▶ What needs to be done: Would you return all of this data exactly, leaving nothing out?

START Data

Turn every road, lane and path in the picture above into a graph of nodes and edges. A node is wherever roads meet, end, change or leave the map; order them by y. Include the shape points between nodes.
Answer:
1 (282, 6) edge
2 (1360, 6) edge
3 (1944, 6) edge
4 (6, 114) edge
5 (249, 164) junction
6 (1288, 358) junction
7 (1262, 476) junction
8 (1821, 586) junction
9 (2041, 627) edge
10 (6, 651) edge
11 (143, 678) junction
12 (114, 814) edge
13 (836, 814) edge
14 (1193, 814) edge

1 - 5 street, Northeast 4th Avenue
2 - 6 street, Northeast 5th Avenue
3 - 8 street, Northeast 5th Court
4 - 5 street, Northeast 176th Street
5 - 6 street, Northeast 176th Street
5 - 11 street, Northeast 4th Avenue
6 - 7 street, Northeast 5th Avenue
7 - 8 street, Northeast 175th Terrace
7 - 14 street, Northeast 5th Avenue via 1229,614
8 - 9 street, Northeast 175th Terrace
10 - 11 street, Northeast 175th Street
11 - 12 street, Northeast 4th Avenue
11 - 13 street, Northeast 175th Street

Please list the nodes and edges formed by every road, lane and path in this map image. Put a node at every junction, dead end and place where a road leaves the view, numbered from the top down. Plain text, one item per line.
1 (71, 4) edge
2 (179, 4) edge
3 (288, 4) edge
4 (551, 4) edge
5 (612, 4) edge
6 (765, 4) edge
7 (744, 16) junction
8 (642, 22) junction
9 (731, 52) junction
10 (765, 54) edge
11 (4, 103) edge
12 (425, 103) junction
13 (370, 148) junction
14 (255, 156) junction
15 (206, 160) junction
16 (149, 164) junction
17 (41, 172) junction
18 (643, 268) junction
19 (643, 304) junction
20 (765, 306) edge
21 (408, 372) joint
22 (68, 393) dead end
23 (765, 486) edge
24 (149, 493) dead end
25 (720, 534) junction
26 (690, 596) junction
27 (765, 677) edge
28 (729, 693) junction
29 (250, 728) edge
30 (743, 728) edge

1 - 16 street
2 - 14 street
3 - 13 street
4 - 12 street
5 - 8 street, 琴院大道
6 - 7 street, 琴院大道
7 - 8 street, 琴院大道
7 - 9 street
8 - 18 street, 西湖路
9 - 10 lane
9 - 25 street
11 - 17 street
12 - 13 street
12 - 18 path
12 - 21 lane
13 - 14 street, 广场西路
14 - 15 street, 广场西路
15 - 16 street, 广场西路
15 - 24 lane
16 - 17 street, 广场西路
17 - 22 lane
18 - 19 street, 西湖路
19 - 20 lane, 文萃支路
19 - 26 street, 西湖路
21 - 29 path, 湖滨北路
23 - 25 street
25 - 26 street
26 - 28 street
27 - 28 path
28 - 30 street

END Data

▶ Response below:
Turn every road, lane and path in the picture above into a graph of nodes and edges. A node is wherever roads meet, end, change or leave the map; order them by y. Include the shape points between nodes.
Answer:
1 (282, 6) edge
2 (1360, 6) edge
3 (1944, 6) edge
4 (6, 114) edge
5 (249, 164) junction
6 (1288, 358) junction
7 (1262, 476) junction
8 (1821, 586) junction
9 (2041, 627) edge
10 (6, 651) edge
11 (143, 678) junction
12 (114, 814) edge
13 (836, 814) edge
14 (1193, 814) edge

1 - 5 street, Northeast 4th Avenue
2 - 6 street, Northeast 5th Avenue
3 - 8 street, Northeast 5th Court
4 - 5 street, Northeast 176th Street
5 - 6 street, Northeast 176th Street
5 - 11 street, Northeast 4th Avenue
6 - 7 street, Northeast 5th Avenue
7 - 8 street, Northeast 175th Terrace
7 - 14 street, Northeast 5th Avenue via 1229,614
8 - 9 street, Northeast 175th Terrace
10 - 11 street, Northeast 175th Street
11 - 12 street, Northeast 4th Avenue
11 - 13 street, Northeast 175th Street

Please list the nodes and edges formed by every road, lane and path in this map image. Put a node at every junction, dead end and place where a road leaves the view, numbered from the top down. Plain text, one item per line.
1 (71, 4) edge
2 (179, 4) edge
3 (288, 4) edge
4 (551, 4) edge
5 (612, 4) edge
6 (765, 4) edge
7 (744, 16) junction
8 (642, 22) junction
9 (731, 52) junction
10 (765, 54) edge
11 (4, 103) edge
12 (425, 103) junction
13 (370, 148) junction
14 (255, 156) junction
15 (206, 160) junction
16 (149, 164) junction
17 (41, 172) junction
18 (643, 268) junction
19 (643, 304) junction
20 (765, 306) edge
21 (408, 372) joint
22 (68, 393) dead end
23 (765, 486) edge
24 (149, 493) dead end
25 (720, 534) junction
26 (690, 596) junction
27 (765, 677) edge
28 (729, 693) junction
29 (250, 728) edge
30 (743, 728) edge

1 - 16 street
2 - 14 street
3 - 13 street
4 - 12 street
5 - 8 street, 琴院大道
6 - 7 street, 琴院大道
7 - 8 street, 琴院大道
7 - 9 street
8 - 18 street, 西湖路
9 - 10 lane
9 - 25 street
11 - 17 street
12 - 13 street
12 - 18 path
12 - 21 lane
13 - 14 street, 广场西路
14 - 15 street, 广场西路
15 - 16 street, 广场西路
15 - 24 lane
16 - 17 street, 广场西路
17 - 22 lane
18 - 19 street, 西湖路
19 - 20 lane, 文萃支路
19 - 26 street, 西湖路
21 - 29 path, 湖滨北路
23 - 25 street
25 - 26 street
26 - 28 street
27 - 28 path
28 - 30 street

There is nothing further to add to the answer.